(168u) Examining the Coil-Stretch Transition in Flexible Polymers

The behavior of polymer solutions in elongational flow is important in many applications. An especially important property is the dramatic strain rate hardening resulting from the coil-stretch transition. Predictions of the coil-stretch transition and hysteresis made by DeGennes, Hinch, and others have been verified by visualizing single molecules of double-stranded DNA (ds-DNA). The same behavior has not yet been directly observed in single molecule studies of synthetic polymers or more flexible biopolymers such as single-stranded DNA. Current theories of flexible polymers predict these other polymers will behave in a similar way to ds-DNA. However, we have very recently predicted that these other polymers could have dramatically different behavior; the coil-stretch transition can be eliminated under some conditions.

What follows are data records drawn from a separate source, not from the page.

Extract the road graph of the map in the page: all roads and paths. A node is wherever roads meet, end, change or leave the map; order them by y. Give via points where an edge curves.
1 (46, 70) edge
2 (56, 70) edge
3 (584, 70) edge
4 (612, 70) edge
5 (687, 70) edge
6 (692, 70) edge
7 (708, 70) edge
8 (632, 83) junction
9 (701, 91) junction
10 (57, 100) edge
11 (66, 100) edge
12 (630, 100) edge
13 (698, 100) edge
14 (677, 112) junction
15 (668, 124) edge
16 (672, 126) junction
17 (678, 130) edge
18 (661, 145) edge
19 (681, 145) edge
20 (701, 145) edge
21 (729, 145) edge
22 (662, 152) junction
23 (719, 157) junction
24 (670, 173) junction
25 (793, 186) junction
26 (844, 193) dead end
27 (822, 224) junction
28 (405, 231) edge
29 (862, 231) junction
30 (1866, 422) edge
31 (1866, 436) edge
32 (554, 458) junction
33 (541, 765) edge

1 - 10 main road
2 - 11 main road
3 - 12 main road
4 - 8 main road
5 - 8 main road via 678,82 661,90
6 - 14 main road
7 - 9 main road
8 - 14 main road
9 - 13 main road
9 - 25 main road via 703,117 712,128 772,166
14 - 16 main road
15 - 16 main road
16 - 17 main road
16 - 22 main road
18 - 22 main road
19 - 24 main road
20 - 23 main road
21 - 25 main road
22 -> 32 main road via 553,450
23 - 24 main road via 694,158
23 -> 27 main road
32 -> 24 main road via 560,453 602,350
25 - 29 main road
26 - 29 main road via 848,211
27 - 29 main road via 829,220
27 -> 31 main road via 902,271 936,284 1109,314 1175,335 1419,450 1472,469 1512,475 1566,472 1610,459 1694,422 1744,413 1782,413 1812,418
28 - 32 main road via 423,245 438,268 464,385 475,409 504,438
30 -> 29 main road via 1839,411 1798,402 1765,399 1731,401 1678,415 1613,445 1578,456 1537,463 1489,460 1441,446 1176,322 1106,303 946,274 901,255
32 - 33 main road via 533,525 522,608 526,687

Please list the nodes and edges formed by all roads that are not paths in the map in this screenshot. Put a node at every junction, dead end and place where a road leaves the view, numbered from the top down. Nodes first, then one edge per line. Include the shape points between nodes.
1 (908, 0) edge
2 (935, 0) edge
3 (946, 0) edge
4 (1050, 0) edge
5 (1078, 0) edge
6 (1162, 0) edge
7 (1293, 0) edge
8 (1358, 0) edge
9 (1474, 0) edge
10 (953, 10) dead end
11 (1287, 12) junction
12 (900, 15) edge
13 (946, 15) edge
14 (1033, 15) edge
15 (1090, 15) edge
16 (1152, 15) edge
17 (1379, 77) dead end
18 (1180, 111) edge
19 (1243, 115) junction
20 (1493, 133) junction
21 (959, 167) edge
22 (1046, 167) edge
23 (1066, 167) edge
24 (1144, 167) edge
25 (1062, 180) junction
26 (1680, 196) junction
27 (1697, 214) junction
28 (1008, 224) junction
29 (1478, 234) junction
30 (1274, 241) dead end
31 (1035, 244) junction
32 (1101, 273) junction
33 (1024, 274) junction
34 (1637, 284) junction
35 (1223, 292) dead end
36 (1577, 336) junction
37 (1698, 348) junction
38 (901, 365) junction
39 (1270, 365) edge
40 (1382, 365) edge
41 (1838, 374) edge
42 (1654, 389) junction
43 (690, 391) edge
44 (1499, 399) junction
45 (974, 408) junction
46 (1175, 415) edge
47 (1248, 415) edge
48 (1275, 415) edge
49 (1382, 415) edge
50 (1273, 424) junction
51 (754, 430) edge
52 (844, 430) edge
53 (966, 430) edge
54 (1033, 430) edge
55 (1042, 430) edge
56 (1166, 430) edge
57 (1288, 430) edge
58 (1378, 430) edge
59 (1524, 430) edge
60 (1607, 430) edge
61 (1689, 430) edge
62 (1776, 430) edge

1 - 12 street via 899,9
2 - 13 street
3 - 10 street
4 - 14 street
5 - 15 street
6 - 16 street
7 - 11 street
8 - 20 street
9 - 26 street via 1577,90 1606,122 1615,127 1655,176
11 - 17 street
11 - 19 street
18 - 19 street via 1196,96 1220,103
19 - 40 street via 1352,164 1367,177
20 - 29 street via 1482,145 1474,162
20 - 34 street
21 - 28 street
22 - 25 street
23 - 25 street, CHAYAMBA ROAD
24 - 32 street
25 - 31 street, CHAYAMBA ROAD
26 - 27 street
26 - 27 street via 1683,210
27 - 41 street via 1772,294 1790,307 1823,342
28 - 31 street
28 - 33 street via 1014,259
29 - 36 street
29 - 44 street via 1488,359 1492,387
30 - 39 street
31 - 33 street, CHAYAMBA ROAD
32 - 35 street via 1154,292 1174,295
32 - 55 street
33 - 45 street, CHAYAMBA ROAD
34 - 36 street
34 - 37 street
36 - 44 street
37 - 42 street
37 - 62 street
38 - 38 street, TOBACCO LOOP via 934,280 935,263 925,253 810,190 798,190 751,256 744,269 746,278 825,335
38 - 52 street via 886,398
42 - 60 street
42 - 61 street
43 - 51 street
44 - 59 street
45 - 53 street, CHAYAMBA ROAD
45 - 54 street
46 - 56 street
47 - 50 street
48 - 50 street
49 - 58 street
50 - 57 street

For this purpose, we have altered the common bead-spring chain polymer models and simulated their response in flow using Brownian dynamics (BD). This new model we developed allows us to capture the importance of flexibility, entropic elasticity, hydrodynamic interactions, and solvent quality in an accurate and efficient way. This would have not been possible using conventional methods of including excluded volume as a repulsive interaction potential between beads; such a model would require such a large number of beads interacting that it would not be computational tractable. From our theory and BD simulations, we find that excluded volume interactions can have a dramatic effect on the coil stretch transition for long flexible polymers.